** EXERCISE REQUIREMENTS **
Search the material for the string "Collins", then return every line where it is found.

INPUT DATA Start Marker

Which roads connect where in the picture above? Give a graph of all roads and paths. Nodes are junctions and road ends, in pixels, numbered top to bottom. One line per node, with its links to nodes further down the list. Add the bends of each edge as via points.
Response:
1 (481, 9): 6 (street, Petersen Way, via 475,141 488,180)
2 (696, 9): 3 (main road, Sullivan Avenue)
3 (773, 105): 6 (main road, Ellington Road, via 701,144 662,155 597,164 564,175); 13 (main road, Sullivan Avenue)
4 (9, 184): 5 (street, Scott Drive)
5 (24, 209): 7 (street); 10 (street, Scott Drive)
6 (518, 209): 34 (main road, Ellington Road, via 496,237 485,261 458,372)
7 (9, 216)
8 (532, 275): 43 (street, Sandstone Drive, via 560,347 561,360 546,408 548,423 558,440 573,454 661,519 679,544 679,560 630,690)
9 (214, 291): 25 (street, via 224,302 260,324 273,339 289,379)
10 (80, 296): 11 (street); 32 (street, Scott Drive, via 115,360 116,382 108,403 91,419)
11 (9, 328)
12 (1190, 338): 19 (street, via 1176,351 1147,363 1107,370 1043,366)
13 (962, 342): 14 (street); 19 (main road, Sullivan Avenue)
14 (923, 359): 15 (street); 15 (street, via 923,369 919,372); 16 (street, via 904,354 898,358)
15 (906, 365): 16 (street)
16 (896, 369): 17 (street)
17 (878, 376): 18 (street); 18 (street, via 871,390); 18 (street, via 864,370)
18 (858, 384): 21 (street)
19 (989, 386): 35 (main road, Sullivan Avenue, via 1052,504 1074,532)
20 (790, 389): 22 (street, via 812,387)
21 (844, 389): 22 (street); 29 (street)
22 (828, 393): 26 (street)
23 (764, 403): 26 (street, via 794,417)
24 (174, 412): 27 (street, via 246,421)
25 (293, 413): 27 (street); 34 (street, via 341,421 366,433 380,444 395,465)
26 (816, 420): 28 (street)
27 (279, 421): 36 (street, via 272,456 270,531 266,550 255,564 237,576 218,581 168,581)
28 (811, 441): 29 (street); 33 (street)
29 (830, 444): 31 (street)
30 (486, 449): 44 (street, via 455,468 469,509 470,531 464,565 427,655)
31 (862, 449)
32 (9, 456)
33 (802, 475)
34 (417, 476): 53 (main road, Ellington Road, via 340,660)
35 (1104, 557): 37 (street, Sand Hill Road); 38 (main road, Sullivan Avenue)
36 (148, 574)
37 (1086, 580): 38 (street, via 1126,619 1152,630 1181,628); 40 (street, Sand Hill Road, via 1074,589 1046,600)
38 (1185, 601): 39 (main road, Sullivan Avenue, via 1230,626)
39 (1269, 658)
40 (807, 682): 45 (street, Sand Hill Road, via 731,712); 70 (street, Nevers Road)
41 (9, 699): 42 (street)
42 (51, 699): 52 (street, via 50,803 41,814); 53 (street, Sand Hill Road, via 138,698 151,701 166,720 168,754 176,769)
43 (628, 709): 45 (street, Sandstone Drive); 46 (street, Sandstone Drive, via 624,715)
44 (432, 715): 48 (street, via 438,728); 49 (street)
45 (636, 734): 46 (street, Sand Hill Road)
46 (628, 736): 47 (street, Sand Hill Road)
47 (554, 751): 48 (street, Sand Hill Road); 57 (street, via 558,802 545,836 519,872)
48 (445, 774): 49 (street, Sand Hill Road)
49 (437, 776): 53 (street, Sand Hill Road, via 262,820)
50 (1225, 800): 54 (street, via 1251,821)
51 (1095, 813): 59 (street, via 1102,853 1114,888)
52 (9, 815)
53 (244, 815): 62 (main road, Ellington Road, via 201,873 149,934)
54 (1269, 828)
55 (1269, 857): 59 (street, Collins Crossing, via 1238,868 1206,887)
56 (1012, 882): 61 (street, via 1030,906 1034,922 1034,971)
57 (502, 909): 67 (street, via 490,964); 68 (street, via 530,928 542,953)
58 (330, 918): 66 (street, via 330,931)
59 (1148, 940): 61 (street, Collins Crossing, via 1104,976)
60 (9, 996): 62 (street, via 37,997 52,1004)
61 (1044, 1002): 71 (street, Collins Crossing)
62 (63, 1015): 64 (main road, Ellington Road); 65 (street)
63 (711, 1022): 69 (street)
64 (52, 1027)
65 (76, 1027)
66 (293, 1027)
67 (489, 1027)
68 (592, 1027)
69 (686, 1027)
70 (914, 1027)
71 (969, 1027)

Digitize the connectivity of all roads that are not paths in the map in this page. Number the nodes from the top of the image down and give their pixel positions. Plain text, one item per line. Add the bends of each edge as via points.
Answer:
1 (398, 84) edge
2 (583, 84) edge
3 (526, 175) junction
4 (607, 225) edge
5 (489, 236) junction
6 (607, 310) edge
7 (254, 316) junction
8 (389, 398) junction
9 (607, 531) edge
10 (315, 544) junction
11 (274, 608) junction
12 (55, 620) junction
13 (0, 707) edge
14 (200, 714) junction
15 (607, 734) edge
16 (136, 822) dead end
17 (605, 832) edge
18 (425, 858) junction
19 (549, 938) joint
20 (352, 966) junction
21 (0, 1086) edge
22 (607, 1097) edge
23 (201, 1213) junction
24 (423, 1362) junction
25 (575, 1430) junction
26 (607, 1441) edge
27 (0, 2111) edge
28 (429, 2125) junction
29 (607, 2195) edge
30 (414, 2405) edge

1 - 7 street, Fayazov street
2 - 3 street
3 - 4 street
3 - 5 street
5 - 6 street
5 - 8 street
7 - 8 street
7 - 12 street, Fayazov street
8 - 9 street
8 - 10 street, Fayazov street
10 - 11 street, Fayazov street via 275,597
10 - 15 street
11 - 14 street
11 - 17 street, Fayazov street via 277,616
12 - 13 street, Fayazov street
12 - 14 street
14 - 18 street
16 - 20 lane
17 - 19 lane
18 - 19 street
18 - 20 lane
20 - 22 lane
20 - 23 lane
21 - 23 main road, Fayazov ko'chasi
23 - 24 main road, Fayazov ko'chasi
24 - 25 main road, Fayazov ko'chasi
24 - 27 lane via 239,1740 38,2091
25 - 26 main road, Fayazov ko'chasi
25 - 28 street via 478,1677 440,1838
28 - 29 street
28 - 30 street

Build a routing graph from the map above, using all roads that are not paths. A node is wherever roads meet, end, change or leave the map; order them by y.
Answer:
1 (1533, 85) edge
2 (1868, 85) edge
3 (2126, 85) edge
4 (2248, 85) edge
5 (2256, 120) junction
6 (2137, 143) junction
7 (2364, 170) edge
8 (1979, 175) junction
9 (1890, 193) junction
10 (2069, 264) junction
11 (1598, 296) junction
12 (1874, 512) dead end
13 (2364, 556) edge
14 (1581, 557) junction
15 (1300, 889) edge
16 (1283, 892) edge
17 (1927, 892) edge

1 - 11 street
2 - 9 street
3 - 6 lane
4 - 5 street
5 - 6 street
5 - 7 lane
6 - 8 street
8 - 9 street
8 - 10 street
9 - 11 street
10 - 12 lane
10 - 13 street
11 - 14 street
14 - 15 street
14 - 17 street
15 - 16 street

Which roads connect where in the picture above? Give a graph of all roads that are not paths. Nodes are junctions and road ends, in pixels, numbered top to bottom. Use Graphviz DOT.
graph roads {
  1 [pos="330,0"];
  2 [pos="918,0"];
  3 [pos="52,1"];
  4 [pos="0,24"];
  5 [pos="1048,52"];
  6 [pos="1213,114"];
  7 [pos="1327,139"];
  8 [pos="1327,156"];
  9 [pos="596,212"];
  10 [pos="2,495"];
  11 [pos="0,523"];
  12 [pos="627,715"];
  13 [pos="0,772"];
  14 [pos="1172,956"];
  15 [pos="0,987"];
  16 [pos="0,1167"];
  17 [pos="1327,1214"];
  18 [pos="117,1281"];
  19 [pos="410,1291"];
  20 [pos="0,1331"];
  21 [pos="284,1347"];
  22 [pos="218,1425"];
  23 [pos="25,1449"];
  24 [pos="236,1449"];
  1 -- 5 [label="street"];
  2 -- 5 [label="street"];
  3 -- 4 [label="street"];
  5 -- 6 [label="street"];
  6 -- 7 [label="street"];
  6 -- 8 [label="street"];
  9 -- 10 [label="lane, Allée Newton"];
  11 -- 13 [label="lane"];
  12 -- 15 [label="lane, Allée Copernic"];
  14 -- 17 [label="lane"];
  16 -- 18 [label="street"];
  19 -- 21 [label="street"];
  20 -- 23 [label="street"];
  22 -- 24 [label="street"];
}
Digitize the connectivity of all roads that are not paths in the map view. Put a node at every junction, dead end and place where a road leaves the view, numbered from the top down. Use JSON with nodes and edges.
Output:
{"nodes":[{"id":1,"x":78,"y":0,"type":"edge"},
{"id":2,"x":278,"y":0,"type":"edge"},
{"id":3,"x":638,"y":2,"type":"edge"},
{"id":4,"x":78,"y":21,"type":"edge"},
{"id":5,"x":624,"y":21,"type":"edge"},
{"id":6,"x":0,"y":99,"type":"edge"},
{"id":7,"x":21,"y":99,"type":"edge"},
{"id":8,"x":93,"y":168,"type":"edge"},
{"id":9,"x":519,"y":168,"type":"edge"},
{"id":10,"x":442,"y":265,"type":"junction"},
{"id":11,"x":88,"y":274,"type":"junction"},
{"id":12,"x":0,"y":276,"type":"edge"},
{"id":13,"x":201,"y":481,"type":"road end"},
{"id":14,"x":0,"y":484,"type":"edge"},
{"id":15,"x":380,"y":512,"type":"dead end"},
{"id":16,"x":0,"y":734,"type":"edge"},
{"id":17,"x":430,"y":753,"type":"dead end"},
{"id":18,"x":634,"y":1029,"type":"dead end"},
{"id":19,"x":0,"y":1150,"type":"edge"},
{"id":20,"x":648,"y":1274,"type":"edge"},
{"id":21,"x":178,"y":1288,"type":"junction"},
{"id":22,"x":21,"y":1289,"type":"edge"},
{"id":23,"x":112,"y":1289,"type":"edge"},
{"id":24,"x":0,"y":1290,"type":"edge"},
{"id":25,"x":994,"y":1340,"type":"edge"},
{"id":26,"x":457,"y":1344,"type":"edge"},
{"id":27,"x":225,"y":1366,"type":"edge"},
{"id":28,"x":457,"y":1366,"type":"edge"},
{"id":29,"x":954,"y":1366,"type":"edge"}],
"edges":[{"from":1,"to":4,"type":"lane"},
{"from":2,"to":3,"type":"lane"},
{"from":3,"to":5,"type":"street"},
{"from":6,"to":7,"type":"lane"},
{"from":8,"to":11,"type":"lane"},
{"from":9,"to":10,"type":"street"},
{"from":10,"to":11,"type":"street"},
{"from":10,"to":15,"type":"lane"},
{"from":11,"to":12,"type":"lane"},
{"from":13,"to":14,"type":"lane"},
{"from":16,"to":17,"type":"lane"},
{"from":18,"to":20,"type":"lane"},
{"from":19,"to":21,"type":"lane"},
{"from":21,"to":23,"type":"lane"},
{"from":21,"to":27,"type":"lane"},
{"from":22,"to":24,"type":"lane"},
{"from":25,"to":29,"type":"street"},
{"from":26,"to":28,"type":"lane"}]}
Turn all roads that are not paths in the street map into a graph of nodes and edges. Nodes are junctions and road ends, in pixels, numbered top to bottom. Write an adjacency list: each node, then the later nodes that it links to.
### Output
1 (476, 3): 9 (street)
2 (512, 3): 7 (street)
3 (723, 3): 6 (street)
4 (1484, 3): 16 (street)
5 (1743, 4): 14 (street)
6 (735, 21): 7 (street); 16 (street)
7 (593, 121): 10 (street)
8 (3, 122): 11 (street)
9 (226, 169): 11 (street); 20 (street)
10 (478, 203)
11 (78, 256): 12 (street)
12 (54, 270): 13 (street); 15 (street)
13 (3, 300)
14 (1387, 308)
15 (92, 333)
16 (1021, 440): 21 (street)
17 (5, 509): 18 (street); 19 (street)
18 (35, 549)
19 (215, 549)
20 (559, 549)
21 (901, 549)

INPUT DATA End Marker

** TASK RESPONSE **
55 (1269, 857): 59 (street, Collins Crossing, via 1238,868 1206,887)
59 (1148, 940): 61 (street, Collins Crossing, via 1104,976)
61 (1044, 1002): 71 (street, Collins Crossing)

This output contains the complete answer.